I am woefully ignorant on the economics of health care. What I do know is that it could be a lot cheaper than it is and some parties in America are getting away with murder. How do I know this? Because in one of my first serious jobs, I learned that the State of California was well on its way to funding a health plan for the medically indigent of Los Angeles County. If only we had been able to get a block grant for the program, instead of several layers of bureaucratic oversight, it would have worked. I designed the interim capitation accounting system on an Apple II computer. That was 1982.
Today my experience tells me that accountability in the health care profession seems all but impossible. From the perspective of a systems professional, it is my experience that health care systems are the most technically backward, confusing and outdated. If you work in IT, the last place you want to work, well aside from perhaps construction and the restaurant businesses, is in health care. The industry is rife with custom-hacked systems designed by individuals who are part-time doctors and part-time programmers. The systems represent the worst of both worlds, and they are almost always intractably embedded in the culture of the business and integrate with nothing. I've heard that HIPAA initiatives both multiply and uglify that state of affairs, but that's just what I've heard. I mean stick security on top of something that is almost impossible to make sense of in plaintext and you get an idea.

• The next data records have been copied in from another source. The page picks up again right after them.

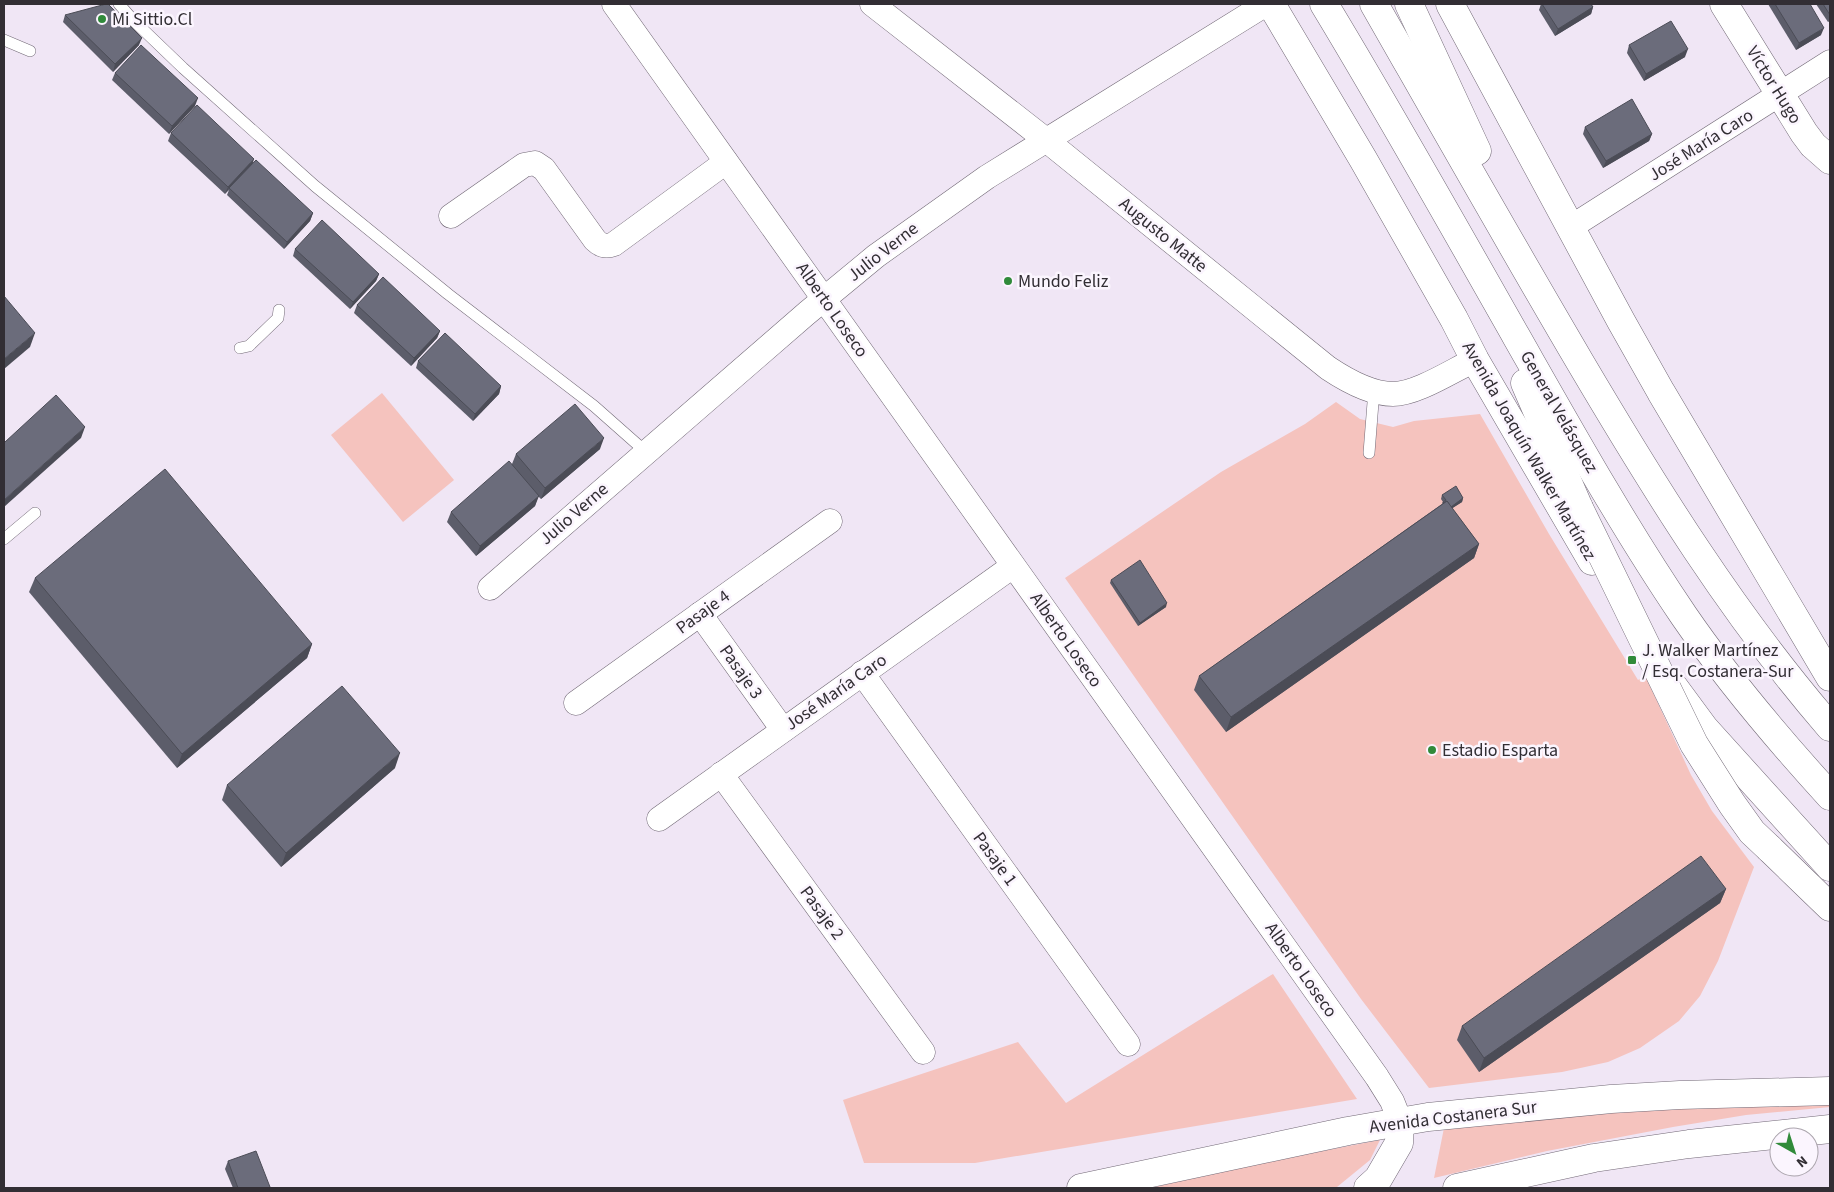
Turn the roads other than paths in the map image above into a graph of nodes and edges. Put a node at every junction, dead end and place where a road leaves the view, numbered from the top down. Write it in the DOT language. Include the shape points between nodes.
graph roads {
  1 [pos="119,4"];
  2 [pos="614,4"];
  3 [pos="872,4"];
  4 [pos="1266,4"];
  5 [pos="1271,4"];
  6 [pos="1324,4"];
  7 [pos="1374,4"];
  8 [pos="1409,4"];
  9 [pos="1450,4"];
  10 [pos="1724,4"];
  11 [pos="4,40"];
  12 [pos="30,51"];
  13 [pos="1830,62"];
  14 [pos="1780,95"];
  15 [pos="1046,140"];
  16 [pos="1830,160"];
  17 [pos="726,162"];
  18 [pos="451,216"];
  19 [pos="1571,227"];
  20 [pos="1470,256"];
  21 [pos="824,298"];
  22 [pos="279,310"];
  23 [pos="1558,324"];
  24 [pos="240,348"];
  25 [pos="1475,360"];
  26 [pos="1374,390"];
  27 [pos="646,452"];
  28 [pos="1369,453"];
  29 [pos="35,513"];
  30 [pos="830,521"];
  31 [pos="4,539"];
  32 [pos="1013,566"];
  33 [pos="490,588"];
  34 [pos="700,614"];
  35 [pos="862,673"];
  36 [pos="1830,677"];
  37 [pos="576,703"];
  38 [pos="1830,727"];
  39 [pos="782,730"];
  40 [pos="721,774"];
  41 [pos="1830,796"];
  42 [pos="658,819"];
  43 [pos="1830,867"];
  44 [pos="1830,907"];
  45 [pos="1128,1044"];
  46 [pos="923,1052"];
  47 [pos="1830,1091"];
  48 [pos="1400,1122"];
  49 [pos="1830,1130"];
  50 [pos="1081,1188"];
  51 [pos="1368,1188"];
  52 [pos="1457,1188"];
  1 -- 27 [label="lane" via="183,68 315,186 594,406"];
  2 -- 17 [label="street, Alberto Loseco"];
  3 -- 15 [label="street, Augusto Matte"];
  4 -- 15 [label="street, Julio Verne"];
  5 -- 25 [label="main road, Avenida Joaquín Walker Martínez" via="1368,167"];
  6 -- 20 [label="main road, General Velásquez"];
  7 -- 23 [label="main road"];
  8 -- 23 [label="main road"];
  9 -- 19 [label="main road"];
  10 -- 14 [label="main road, Víctor Hugo"];
  11 -- 12 [label="lane"];
  13 -- 14 [label="street, José María Caro"];
  14 -- 16 [label="main road, Víctor Hugo" via="1813,145"];
  14 -- 19 [label="street, José María Caro"];
  15 -- 21 [label="street, Julio Verne" via="930,216"];
  15 -- 26 [label="street, Augusto Matte" via="1328,368"];
  17 -- 18 [label="street" via="609,246 595,240 544,169 535,163 524,165"];
  17 -- 21 [label="street, Alberto Loseco"];
  19 -- 36 [label="main road" via="1620,321"];
  20 -- 41 [label="main road, General Velásquez" via="1614,507 1685,618 1760,716"];
  20 -- 44 [label="main road, bridge" via="1579,508 1694,744 1752,832"];
  21 -- 27 [label="street, Julio Verne"];
  21 -- 32 [label="street, Alberto Loseco"];
  22 -- 24 [label="lane" via="278,318 249,346"];
  23 -- 38 [label="main road" via="1673,515 1780,666"];
  25 -- 26 [label="street, Augusto Matte" via="1416,389 1393,394"];
  25 -- 43 [label="main road, Avenida Joaquín Walker Martínez" via="1607,586 1679,694 1744,773"];
  26 -- 28 [label="lane"];
  27 -- 33 [label="street, Julio Verne"];
  29 -- 31 [label="lane"];
  30 -- 34 [label="street, Pasaje 4"];
  32 -- 35 [label="street, José María Caro"];
  32 -- 48 [label="street, Alberto Loseco" via="1377,1077 1392,1100"];
  34 -- 37 [label="street, Pasaje 4"];
  34 -- 39 [label="street, Pasaje 3"];
  35 -- 39 [label="street, José María Caro"];
  35 -- 45 [label="street, Pasaje 1"];
  39 -- 40 [label="street, José María Caro"];
  40 -- 42 [label="street, José María Caro"];
  40 -- 46 [label="street, Pasaje 2"];
  47 -- 48 [label="main road, Avenida Costanera Sur" via="1611,1099"];
  48 -- 50 [label="main road, Avenida Costanera Sur"];
  48 -- 51 [label="main road" via="1399,1143 1378,1179"];
  49 -- 52 [label="main road" via="1689,1144 1594,1158"];
}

Let me put it to you this way. It was only about 7 years ago that the first system *ever* was put in place that took a systematic accounting of indications, physicians, and prescriptions and tied that to money spent at pharmacies and reimbursed by insurance. It was done by some associates of mine, including George Trudel, one of the good guys.
Some companies are opening their warehouses to customers. MIM Health Plans Inc., an independent pharmacy benefits-management company, lets its customers view data culled from MIM's warehouse so they can make better buying decisions. For instance, benefits managers can view reports and drill down into the warehouse to see claims costs, overall costs, the number of prescriptions ordered in a given time period, the number of brand vs. generic drugs, and other metrics, according to George Trudel, OLAP manager at MIM Health Plans, a Wakefield, R.I., subsidiary of MIM Corp.
Think about it. Imagine that you were a member of a health plan that allowed you to look at other members who used the same drug as you so you could do comparison shopping for pharmacists or vs generic drugs. The technology to do this is old. The need to do this is constant. The incentive and willingness to do this is close to zero. Big carrots and sticks are necessary, and perhaps a little bit of dynamite.
I'm hoping that someday I'll get another opportunity to work in this area. I've done some work for Medtronic and BCBHs in several zipcodes back in the day, but it has been quite a while. These days, there aren't many people thinking creatively about what transparency and efficiency can be achieved with the proper tech. I think that's a consequence of the lazy outsourcing school of 'thought' prevalent in today's large businesses, but let me not go there.
In the meantime, give Dr. Lou your feedback, and remember that there's always a better way.